[Collected data]
--- START ---
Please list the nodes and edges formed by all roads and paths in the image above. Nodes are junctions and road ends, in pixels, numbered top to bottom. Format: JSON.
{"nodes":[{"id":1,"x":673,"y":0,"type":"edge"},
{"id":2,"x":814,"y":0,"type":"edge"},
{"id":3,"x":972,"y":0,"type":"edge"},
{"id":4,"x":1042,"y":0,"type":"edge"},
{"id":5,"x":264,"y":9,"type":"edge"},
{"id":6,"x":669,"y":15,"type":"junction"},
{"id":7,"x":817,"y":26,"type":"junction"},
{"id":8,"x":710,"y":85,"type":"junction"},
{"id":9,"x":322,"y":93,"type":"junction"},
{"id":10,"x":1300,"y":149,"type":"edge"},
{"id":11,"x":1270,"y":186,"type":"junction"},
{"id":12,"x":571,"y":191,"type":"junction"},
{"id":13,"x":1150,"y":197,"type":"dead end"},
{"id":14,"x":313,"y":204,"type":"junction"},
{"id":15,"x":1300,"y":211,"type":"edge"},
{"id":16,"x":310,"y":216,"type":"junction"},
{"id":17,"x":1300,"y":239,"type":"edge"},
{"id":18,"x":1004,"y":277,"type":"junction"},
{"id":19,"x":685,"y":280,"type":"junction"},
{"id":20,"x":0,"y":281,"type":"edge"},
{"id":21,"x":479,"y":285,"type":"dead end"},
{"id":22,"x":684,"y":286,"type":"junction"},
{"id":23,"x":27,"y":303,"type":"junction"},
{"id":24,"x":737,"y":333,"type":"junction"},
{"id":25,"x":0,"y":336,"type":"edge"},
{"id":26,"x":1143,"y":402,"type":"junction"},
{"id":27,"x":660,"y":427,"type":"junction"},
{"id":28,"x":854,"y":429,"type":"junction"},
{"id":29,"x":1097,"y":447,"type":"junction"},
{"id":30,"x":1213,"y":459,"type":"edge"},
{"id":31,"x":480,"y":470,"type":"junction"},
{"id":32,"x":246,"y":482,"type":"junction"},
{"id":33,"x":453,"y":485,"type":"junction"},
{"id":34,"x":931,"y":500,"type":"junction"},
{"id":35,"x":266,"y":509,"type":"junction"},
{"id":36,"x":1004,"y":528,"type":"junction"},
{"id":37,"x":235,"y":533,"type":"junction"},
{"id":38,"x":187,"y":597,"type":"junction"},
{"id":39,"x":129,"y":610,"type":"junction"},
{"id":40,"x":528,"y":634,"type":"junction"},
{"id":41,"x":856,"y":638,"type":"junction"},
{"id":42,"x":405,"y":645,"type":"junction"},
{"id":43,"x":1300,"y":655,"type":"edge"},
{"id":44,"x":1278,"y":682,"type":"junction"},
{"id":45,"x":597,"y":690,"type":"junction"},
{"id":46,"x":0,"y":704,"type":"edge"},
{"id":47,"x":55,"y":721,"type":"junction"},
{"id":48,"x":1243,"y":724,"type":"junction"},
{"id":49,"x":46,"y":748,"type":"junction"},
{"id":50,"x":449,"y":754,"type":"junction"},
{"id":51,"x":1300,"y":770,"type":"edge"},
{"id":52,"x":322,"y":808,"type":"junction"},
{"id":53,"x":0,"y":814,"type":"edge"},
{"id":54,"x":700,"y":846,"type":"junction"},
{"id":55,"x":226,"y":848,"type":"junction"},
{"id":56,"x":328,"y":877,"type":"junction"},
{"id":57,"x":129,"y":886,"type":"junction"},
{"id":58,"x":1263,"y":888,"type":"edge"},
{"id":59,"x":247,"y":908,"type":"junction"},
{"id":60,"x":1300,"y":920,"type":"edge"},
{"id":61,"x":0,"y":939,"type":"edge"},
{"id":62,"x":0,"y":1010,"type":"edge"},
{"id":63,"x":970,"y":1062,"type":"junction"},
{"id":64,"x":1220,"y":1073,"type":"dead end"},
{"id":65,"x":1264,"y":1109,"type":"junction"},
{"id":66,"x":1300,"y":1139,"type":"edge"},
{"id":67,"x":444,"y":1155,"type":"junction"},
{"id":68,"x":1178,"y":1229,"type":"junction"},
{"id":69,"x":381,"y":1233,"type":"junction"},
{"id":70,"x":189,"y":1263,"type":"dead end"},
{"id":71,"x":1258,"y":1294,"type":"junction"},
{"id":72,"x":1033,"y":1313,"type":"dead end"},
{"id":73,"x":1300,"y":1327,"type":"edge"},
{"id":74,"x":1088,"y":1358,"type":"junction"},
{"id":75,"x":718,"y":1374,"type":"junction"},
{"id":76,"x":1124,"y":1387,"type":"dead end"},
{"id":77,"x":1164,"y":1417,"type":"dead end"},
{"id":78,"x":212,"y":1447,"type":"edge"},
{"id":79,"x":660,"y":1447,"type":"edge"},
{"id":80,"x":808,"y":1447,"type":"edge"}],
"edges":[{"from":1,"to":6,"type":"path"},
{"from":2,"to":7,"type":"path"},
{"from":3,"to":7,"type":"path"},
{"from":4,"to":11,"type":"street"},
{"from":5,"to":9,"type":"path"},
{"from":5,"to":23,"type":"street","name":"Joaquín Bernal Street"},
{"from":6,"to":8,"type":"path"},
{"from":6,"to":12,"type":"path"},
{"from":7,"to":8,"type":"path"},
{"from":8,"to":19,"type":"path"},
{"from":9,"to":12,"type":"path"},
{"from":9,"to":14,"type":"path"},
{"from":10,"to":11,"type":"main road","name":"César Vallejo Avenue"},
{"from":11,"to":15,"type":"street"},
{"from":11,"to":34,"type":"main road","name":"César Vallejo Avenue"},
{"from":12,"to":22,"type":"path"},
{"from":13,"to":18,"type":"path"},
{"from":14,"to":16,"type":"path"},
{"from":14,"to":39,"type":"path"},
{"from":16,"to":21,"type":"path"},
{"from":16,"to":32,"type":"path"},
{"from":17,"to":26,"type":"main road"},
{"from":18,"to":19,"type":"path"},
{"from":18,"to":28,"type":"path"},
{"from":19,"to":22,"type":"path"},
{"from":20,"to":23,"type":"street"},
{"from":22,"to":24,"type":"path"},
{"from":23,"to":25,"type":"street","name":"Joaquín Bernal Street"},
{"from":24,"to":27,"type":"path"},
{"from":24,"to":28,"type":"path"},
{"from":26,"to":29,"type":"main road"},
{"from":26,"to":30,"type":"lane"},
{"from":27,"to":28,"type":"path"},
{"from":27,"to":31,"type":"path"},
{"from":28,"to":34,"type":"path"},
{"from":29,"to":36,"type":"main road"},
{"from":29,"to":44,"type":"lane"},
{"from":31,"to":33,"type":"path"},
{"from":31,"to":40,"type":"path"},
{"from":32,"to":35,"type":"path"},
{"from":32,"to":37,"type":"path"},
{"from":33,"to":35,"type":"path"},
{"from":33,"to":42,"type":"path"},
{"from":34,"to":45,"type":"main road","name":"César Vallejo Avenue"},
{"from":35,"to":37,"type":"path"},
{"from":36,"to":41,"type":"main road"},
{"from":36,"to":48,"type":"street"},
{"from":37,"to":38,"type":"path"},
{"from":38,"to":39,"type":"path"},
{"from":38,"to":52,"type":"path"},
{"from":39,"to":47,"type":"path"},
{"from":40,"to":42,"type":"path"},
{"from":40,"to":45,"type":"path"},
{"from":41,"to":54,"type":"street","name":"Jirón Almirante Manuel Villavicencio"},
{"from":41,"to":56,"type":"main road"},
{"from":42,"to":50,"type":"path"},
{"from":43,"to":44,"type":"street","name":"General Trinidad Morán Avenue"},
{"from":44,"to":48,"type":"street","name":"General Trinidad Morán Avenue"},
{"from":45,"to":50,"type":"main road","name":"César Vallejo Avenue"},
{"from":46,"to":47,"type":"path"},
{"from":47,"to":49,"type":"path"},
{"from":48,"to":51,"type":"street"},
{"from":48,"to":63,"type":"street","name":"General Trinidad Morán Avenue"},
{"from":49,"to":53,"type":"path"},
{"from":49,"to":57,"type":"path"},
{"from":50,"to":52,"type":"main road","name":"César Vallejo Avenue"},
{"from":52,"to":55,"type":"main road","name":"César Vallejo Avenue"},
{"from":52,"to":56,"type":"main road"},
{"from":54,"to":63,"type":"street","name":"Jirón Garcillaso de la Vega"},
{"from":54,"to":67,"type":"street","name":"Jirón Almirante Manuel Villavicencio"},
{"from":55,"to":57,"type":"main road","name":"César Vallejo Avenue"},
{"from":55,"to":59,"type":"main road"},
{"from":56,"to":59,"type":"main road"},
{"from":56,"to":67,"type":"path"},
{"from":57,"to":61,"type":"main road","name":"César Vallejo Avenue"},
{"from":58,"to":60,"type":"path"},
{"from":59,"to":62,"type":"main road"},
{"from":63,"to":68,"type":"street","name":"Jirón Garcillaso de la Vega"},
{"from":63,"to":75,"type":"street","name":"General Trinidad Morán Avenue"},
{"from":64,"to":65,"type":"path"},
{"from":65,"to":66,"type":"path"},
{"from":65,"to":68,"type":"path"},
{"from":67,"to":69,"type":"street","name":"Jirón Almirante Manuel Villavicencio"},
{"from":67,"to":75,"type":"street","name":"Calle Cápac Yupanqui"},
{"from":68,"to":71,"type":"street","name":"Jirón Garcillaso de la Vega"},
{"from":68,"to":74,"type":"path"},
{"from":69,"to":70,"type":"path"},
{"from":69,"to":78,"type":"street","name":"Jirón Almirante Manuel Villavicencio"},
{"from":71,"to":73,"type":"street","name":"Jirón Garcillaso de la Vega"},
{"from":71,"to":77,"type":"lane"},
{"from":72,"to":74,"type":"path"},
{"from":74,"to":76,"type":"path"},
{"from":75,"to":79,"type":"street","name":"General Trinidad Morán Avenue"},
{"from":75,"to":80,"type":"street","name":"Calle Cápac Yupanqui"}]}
--- END ---
● **Exercise objective**: Check how many lines in the entries contain "Manuel", and reply with that number alone.

● **Exercise solution**: 4